Atualmente, muitos tratamentos contra o câncer são comparados a bombardeios em uma cidade inteira para atingir um único prédio. As quimioterapias tradicionais, apesar de salvarem vidas, frequentemente causam efeitos colaterais indesejados, como queda de cabelo, náuseas e enfraquecimento do sistema imunológico, pois atacam não apenas as células cancerosas, mas também as saudáveis.
Pesquisadores do Departamento de Bioquímica da UFSC (Universidade Federal de Santa Catarina) estão desenvolvendo uma nova abordagem que visa minimizar esses danos colaterais. O projeto, ainda em fase inicial, tem como objetivo substituir os tradicionais tratamentos por mísseis moleculares teleguiados que atuem especificamente nas células tumorais, resultando em uma quimioterapia mais eficiente e menos dolorosa.

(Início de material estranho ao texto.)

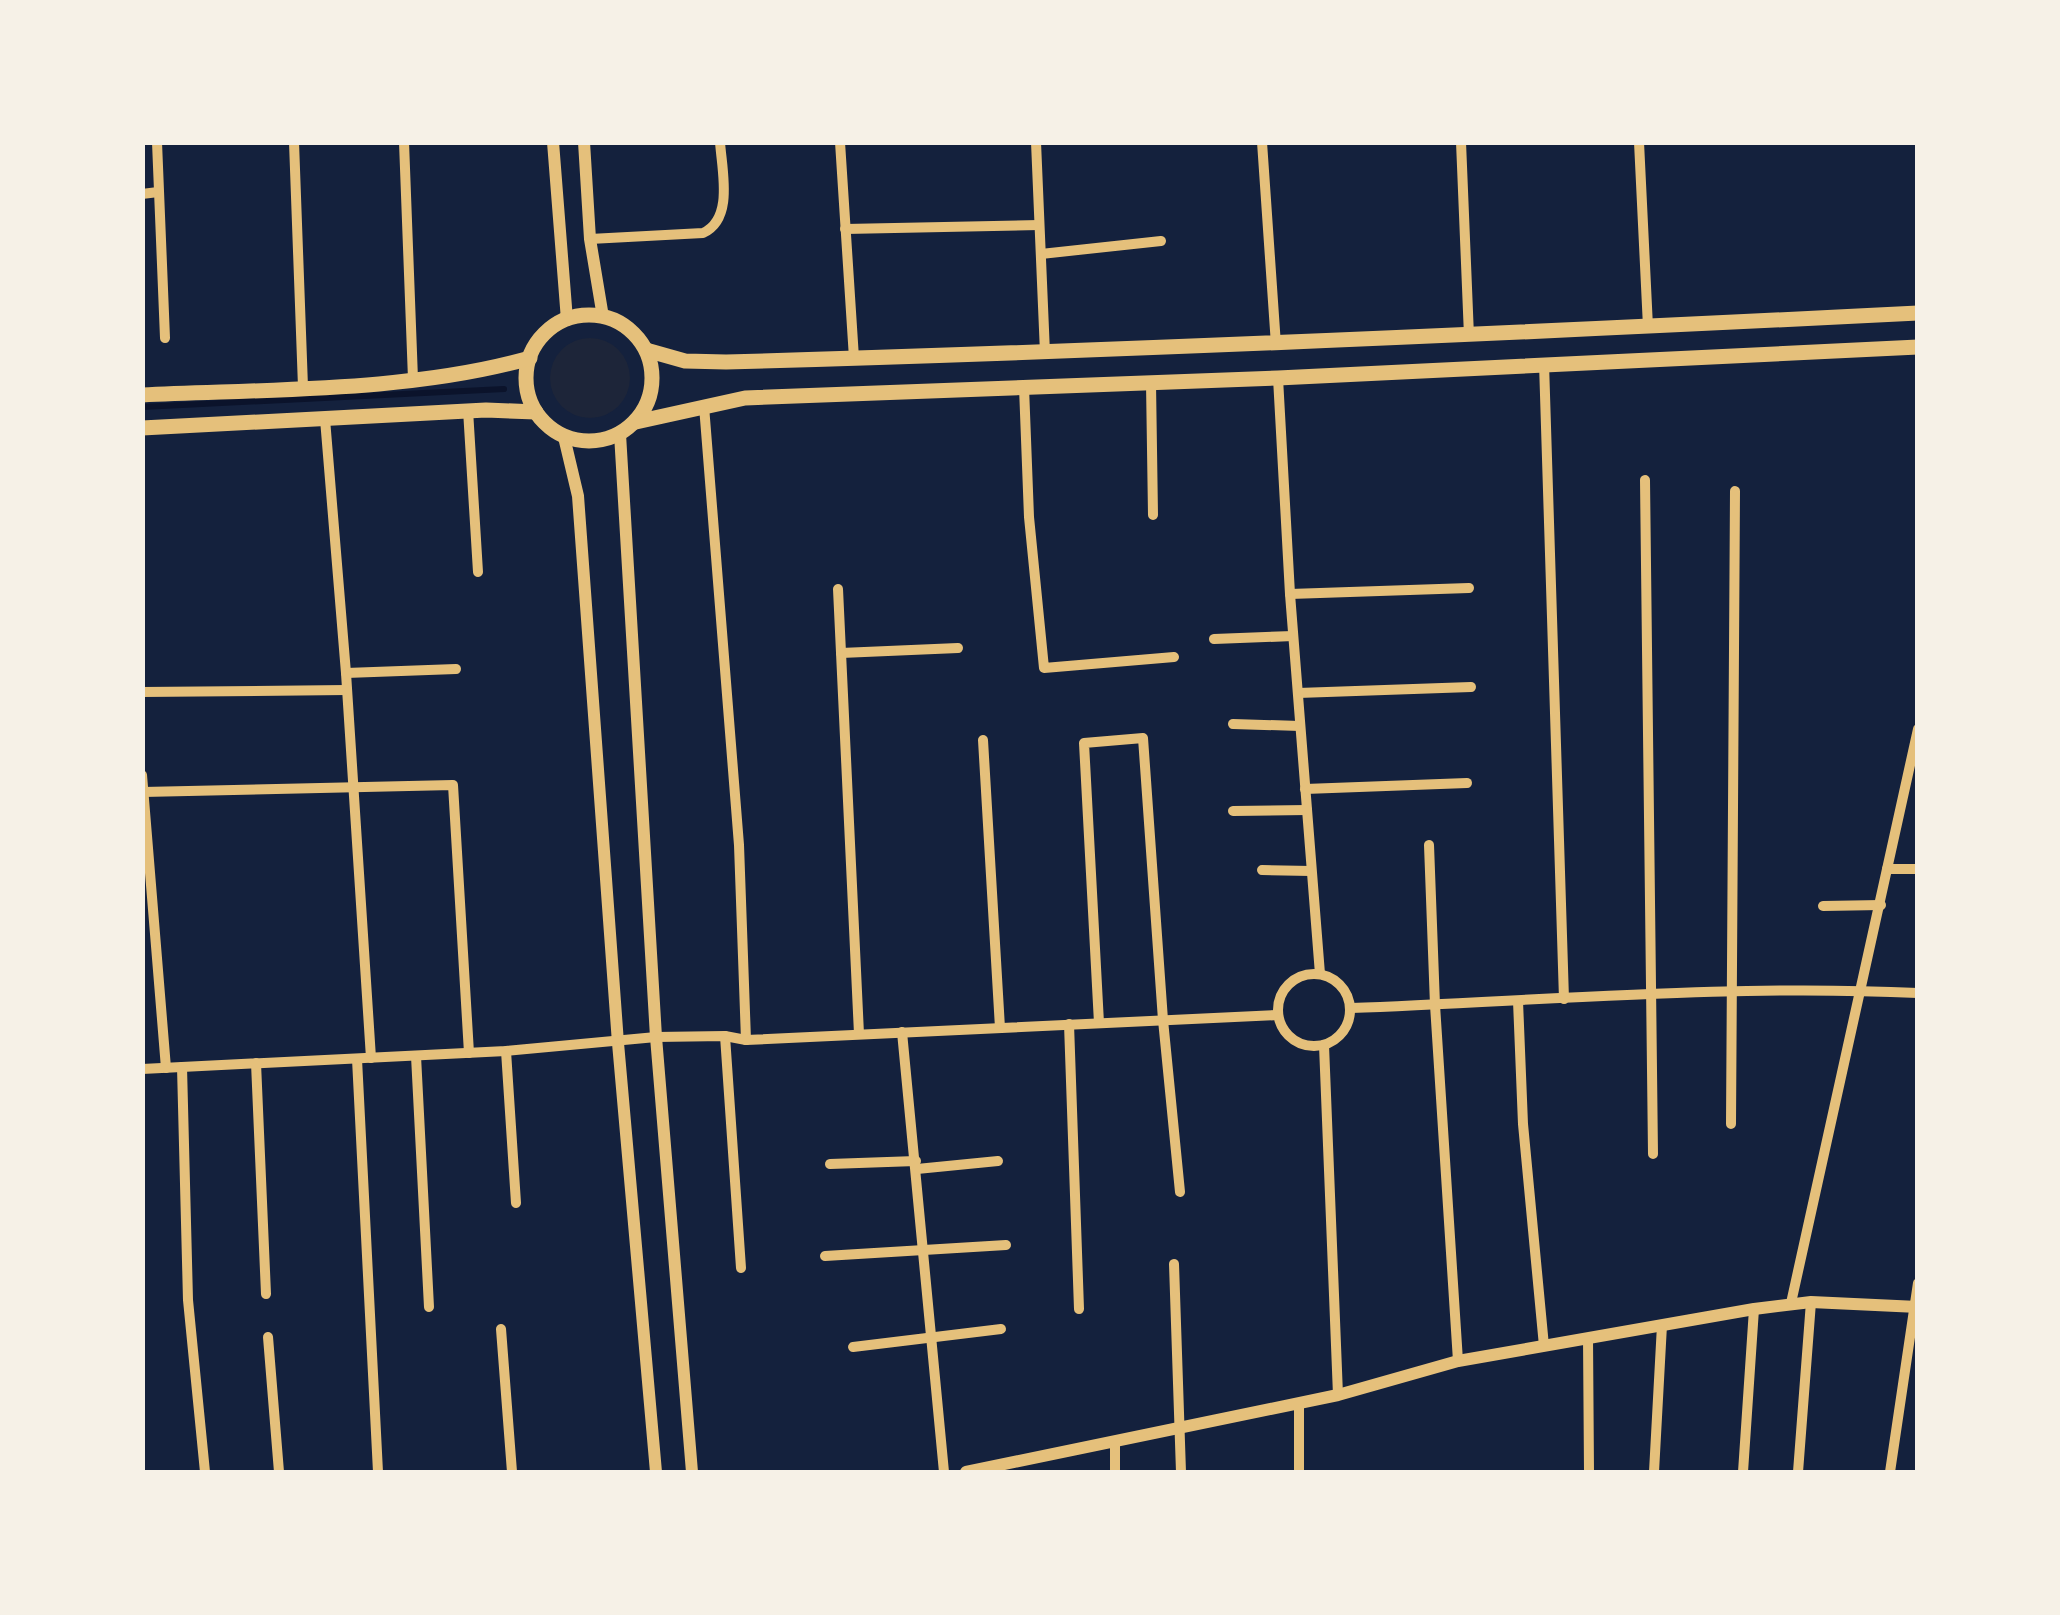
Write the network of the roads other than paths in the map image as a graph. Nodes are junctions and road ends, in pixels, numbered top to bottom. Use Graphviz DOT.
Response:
graph roads {
  1 [pos="157,142"];
  2 [pos="404,142"];
  3 [pos="553,142"];
  4 [pos="584,142"];
  5 [pos="720,142"];
  6 [pos="840,142"];
  7 [pos="1036,142"];
  8 [pos="1262,142"];
  9 [pos="1461,142"];
  10 [pos="1640,142"];
  11 [pos="294,146"];
  12 [pos="158,192"];
  13 [pos="142,194"];
  14 [pos="1040,226"];
  15 [pos="846,229"];
  16 [pos="590,238"];
  17 [pos="1162,241"];
  18 [pos="1041,254"];
  19 [pos="1918,313"];
  20 [pos="603,317"];
  21 [pos="567,320"];
  22 [pos="1648,327"];
  23 [pos="1468,336"];
  24 [pos="166,338"];
  25 [pos="1276,345"];
  26 [pos="1918,347"];
  27 [pos="646,350"];
  28 [pos="1045,353"];
  29 [pos="530,358"];
  30 [pos="854,358"];
  31 [pos="1544,363"];
  32 [pos="1278,378"];
  33 [pos="413,379"];
  34 [pos="1151,383"];
  35 [pos="304,387"];
  36 [pos="1024,387"];
  37 [pos="142,395"];
  38 [pos="704,406"];
  39 [pos="468,410"];
  40 [pos="536,412"];
  41 [pos="325,419"];
  42 [pos="636,422"];
  43 [pos="142,428"];
  44 [pos="620,434"];
  45 [pos="564,436"];
  46 [pos="1645,480"];
  47 [pos="1735,491"];
  48 [pos="1153,515"];
  49 [pos="478,572"];
  50 [pos="1468,588"];
  51 [pos="838,589"];
  52 [pos="1290,594"];
  53 [pos="1294,636"];
  54 [pos="1214,639"];
  55 [pos="958,648"];
  56 [pos="841,653"];
  57 [pos="1174,657"];
  58 [pos="456,669"];
  59 [pos="346,673"];
  60 [pos="1471,686"];
  61 [pos="347,690"];
  62 [pos="142,692"];
  63 [pos="1298,693"];
  64 [pos="1233,724"];
  65 [pos="1300,726"];
  66 [pos="1918,728"];
  67 [pos="983,740"];
  68 [pos="142,775"];
  69 [pos="1467,784"];
  70 [pos="351,788"];
  71 [pos="1918,788"];
  72 [pos="1305,789"];
  73 [pos="1903,789"];
  74 [pos="143,792"];
  75 [pos="1307,810"];
  76 [pos="1233,811"];
  77 [pos="1428,845"];
  78 [pos="1918,868"];
  79 [pos="1887,869"];
  80 [pos="1262,870"];
  81 [pos="1311,872"];
  82 [pos="1881,905"];
  83 [pos="1823,906"];
  84 [pos="1320,974"];
  85 [pos="1859,990"];
  86 [pos="1734,992"];
  87 [pos="1918,993"];
  88 [pos="1650,996"];
  89 [pos="1564,999"];
  90 [pos="1518,1002"];
  91 [pos="1435,1005"];
  92 [pos="1350,1008"];
  93 [pos="1278,1014"];
  94 [pos="1163,1020"];
  95 [pos="1100,1023"];
  96 [pos="1068,1024"];
  97 [pos="1000,1028"];
  98 [pos="902,1032"];
  99 [pos="859,1034"];
  100 [pos="725,1036"];
  101 [pos="656,1037"];
  102 [pos="746,1040"];
  103 [pos="618,1043"];
  104 [pos="1324,1045"];
  105 [pos="506,1052"];
  106 [pos="469,1053"];
  107 [pos="416,1056"];
  108 [pos="357,1058"];
  109 [pos="371,1058"];
  110 [pos="256,1064"];
  111 [pos="182,1067"];
  112 [pos="166,1068"];
  113 [pos="142,1069"];
  114 [pos="1731,1124"];
  115 [pos="1653,1154"];
  116 [pos="998,1161"];
  117 [pos="830,1164"];
  118 [pos="917,1165"];
  119 [pos="1180,1192"];
  120 [pos="516,1203"];
  121 [pos="1006,1246"];
  122 [pos="924,1252"];
  123 [pos="826,1256"];
  124 [pos="1174,1264"];
  125 [pos="741,1268"];
  126 [pos="1918,1283"];
  127 [pos="266,1294"];
  128 [pos="1791,1302"];
  129 [pos="1811,1302"];
  130 [pos="429,1307"];
  131 [pos="1915,1308"];
  132 [pos="1078,1309"];
  133 [pos="1754,1309"];
  134 [pos="1662,1325"];
  135 [pos="501,1329"];
  136 [pos="1001,1329"];
  137 [pos="1918,1332"];
  138 [pos="268,1337"];
  139 [pos="932,1337"];
  140 [pos="1588,1338"];
  141 [pos="1544,1346"];
  142 [pos="852,1347"];
  143 [pos="1458,1361"];
  144 [pos="1338,1395"];
  145 [pos="1298,1403"];
  146 [pos="1180,1428"];
  147 [pos="1115,1442"];
  148 [pos="1011,1468"];
  149 [pos="205,1472"];
  150 [pos="279,1472"];
  151 [pos="378,1472"];
  152 [pos="512,1472"];
  153 [pos="656,1472"];
  154 [pos="692,1472"];
  155 [pos="944,1472"];
  156 [pos="966,1472"];
  157 [pos="1115,1472"];
  158 [pos="1181,1472"];
  159 [pos="1299,1472"];
  160 [pos="1589,1472"];
  161 [pos="1654,1472"];
  162 [pos="1743,1472"];
  163 [pos="1798,1472"];
  164 [pos="1890,1472"];
  1 -- 12 [label="street"];
  2 -- 33 [label="street"];
  3 -- 21 [label="street"];
  4 -- 16 [label="street"];
  5 -- 16 [label="street"];
  6 -- 15 [label="street"];
  7 -- 14 [label="street"];
  8 -- 25 [label="street"];
  9 -- 23 [label="street"];
  10 -- 22 [label="street"];
  11 -- 35 [label="street"];
  12 -- 13 [label="street"];
  12 -- 24 [label="street"];
  14 -- 15 [label="street"];
  14 -- 18 [label="street"];
  15 -- 30 [label="street"];
  16 -- 20 [label="street"];
  17 -- 18 [label="street"];
  18 -- 28 [label="street"];
  19 -- 22 [label="main road"];
  20 -- 21 [label="main road"];
  20 -- 27 [label="main road"];
  21 -- 29 [label="main road"];
  22 -- 23 [label="main road"];
  23 -- 25 [label="main road"];
  25 -- 28 [label="main road"];
  26 -- 31 [label="main road"];
  27 -- 30 [label="main road"];
  27 -- 42 [label="main road"];
  28 -- 30 [label="main road"];
  29 -- 33 [label="main road"];
  29 -- 40 [label="main road"];
  31 -- 32 [label="main road"];
  31 -- 89 [label="street"];
  32 -- 34 [label="main road"];
  32 -- 52 [label="street"];
  33 -- 35 [label="main road"];
  34 -- 36 [label="main road"];
  34 -- 48 [label="street"];
  35 -- 37 [label="main road"];
  36 -- 38 [label="main road"];
  36 -- 57 [label="street"];
  38 -- 42 [label="main road"];
  38 -- 102 [label="street"];
  39 -- 40 [label="main road"];
  39 -- 41 [label="main road"];
  39 -- 49 [label="street"];
  40 -- 45 [label="main road"];
  41 -- 43 [label="main road"];
  41 -- 59 [label="street"];
  42 -- 44 [label="main road"];
  44 -- 45 [label="main road"];
  44 -- 101 [label="street"];
  45 -- 103 [label="street"];
  46 -- 88 [label="street"];
  47 -- 86 [label="street"];
  50 -- 52 [label="street"];
  51 -- 56 [label="street"];
  52 -- 53 [label="street"];
  53 -- 54 [label="street"];
  53 -- 63 [label="street"];
  55 -- 56 [label="street"];
  56 -- 99 [label="street"];
  58 -- 59 [label="street"];
  59 -- 61 [label="street"];
  60 -- 63 [label="street"];
  61 -- 62 [label="street"];
  61 -- 70 [label="street"];
  63 -- 65 [label="street"];
  64 -- 65 [label="street"];
  65 -- 72 [label="street"];
  66 -- 73 [label="street"];
  67 -- 97 [label="street"];
  68 -- 74 [label="street"];
  69 -- 72 [label="street"];
  70 -- 74 [label="street"];
  70 -- 106 [label="street"];
  70 -- 109 [label="street"];
  71 -- 73 [label="street"];
  72 -- 75 [label="street"];
  73 -- 79 [label="street"];
  74 -- 112 [label="street"];
  75 -- 76 [label="street"];
  75 -- 81 [label="street"];
  77 -- 91 [label="street"];
  78 -- 79 [label="street"];
  79 -- 82 [label="street"];
  80 -- 81 [label="street"];
  81 -- 84 [label="street"];
  82 -- 83 [label="street"];
  82 -- 85 [label="street"];
  84 -- 92 [label="street"];
  84 -- 93 [label="street"];
  85 -- 86 [label="street"];
  85 -- 87 [label="street"];
  85 -- 128 [label="street"];
  86 -- 88 [label="street"];
  86 -- 114 [label="street"];
  88 -- 89 [label="street"];
  88 -- 115 [label="street"];
  89 -- 90 [label="street"];
  90 -- 91 [label="street"];
  90 -- 141 [label="street"];
  91 -- 92 [label="street"];
  91 -- 143 [label="street"];
  92 -- 104 [label="street"];
  93 -- 94 [label="street"];
  93 -- 104 [label="street"];
  94 -- 95 [label="street"];
  94 -- 95 [label="street"];
  94 -- 119 [label="street"];
  95 -- 96 [label="street"];
  96 -- 97 [label="street"];
  96 -- 132 [label="street"];
  97 -- 98 [label="street"];
  98 -- 99 [label="street"];
  98 -- 118 [label="street"];
  99 -- 102 [label="street"];
  100 -- 101 [label="street"];
  100 -- 102 [label="street"];
  100 -- 125 [label="street"];
  101 -- 103 [label="street"];
  101 -- 154 [label="street"];
  103 -- 105 [label="street"];
  103 -- 153 [label="street"];
  104 -- 144 [label="street"];
  105 -- 106 [label="street"];
  105 -- 120 [label="street"];
  106 -- 107 [label="street"];
  107 -- 109 [label="street"];
  107 -- 130 [label="street"];
  108 -- 109 [label="street"];
  108 -- 110 [label="street"];
  108 -- 151 [label="street"];
  110 -- 111 [label="street"];
  110 -- 127 [label="street"];
  111 -- 112 [label="street"];
  111 -- 149 [label="street"];
  112 -- 113 [label="street"];
  116 -- 118 [label="street"];
  117 -- 118 [label="street"];
  118 -- 122 [label="street"];
  121 -- 122 [label="street"];
  122 -- 123 [label="street"];
  122 -- 139 [label="street"];
  124 -- 146 [label="street"];
  126 -- 131 [label="street"];
  128 -- 129 [label="street"];
  128 -- 133 [label="street"];
  129 -- 131 [label="street"];
  129 -- 163 [label="street"];
  131 -- 137 [label="street"];
  131 -- 164 [label="street"];
  133 -- 134 [label="street"];
  133 -- 162 [label="street"];
  134 -- 140 [label="street"];
  134 -- 161 [label="street"];
  135 -- 152 [label="street"];
  136 -- 139 [label="street"];
  138 -- 150 [label="street"];
  139 -- 142 [label="street"];
  139 -- 155 [label="street"];
  140 -- 141 [label="street"];
  140 -- 160 [label="street"];
  141 -- 143 [label="street"];
  143 -- 144 [label="street"];
  144 -- 145 [label="street"];
  145 -- 146 [label="street"];
  145 -- 159 [label="street"];
  146 -- 147 [label="street"];
  146 -- 158 [label="street"];
  147 -- 148 [label="street"];
  147 -- 157 [label="street"];
  148 -- 156 [label="street"];
}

A cura do câncer representa um desafio complexo, uma vez que o termo abrange diversas doenças. Tratamentos eficazes para um tipo de tumor podem não funcionar para outros, pois cada tipo possui características únicas. Portanto, os pesquisadores buscam explorar as similaridades entre esses tipos de câncer.
Um dos focos do estudo é o mapeamento das mutações genéticas, pois alguns genes são mais suscetíveis a mutações e desempenham papéis fundamentais na formação de tumores. Compreender esses alvos moleculares é crucial, mas o desafio é desenvolver um composto que os encontre sem afetar genes saudáveis.
Os fármacos atuais muitas vezes carecem da seletividade necessária, resultando em danos ao genoma. A pesquisa em andamento busca unir a eficácia de compostos químicos à precisão de proteínas específicas.
Os cientistas estão desenvolvendo uma proteína capaz de reconhecer sequências específicas de DNA e cortá-las, utilizando nucleases híbridas. Para isso, aperfeiçoaram proteínas conhecidas como fatores de transcrição, que têm a função natural de se ligar ao DNA. Um exemplo é a proteína EL222, derivada da bactéria marinha Erythrobacter litoralis, que se ativa por luz e se liga ao DNA.
A proposta é criar uma ferramenta que possa ser ativada por luz, permitindo que a proteína atue apenas nas células tumorais. Entretanto, a eficácia do tratamento não depende apenas da ativação, mas também da capacidade do composto de se ligar ao alvo por tempo suficiente para agir.
Os pesquisadores conectaram a proteína a compostos orgânicos que degradam o gene tumoral e testaram como a estrutura química do composto influencia sua eficácia. A otimização dos espaçadores entre a proteína e a molécula é fundamental para garantir a estabilidade da ligação ao DNA.
Além disso, a equipe adicionou grupos químicos à proteína que se ligam a metais, como o cobre, que podem inibir a replicação do DNA. Essa estratégia já é utilizada em alguns quimioterápicos, mas a pesquisa se concentra no uso de metais essenciais, que são melhor tolerados pelo organismo.
A ideia é usar o excesso de cobre nas células tumorais contra elas mesmas. As moléculas orgânicas atuam como ímãs, capturando o cobre disponível no ambiente tumoral para ativar a capacidade de corte da proteína. Assim, a ação do composto se concentra nas células doentes, minimizando os danos aos tecidos saudáveis.
Atualmente, os pesquisadores estão validando esse novo mecanismo e testando os híbridos moleculares em ensaios in vitro. Os resultados preliminares indicam que os mísseis moleculares podem atuar de forma específica, preservando a integridade das sequências de DNA saudáveis enquanto degradam apenas a sequência alvo.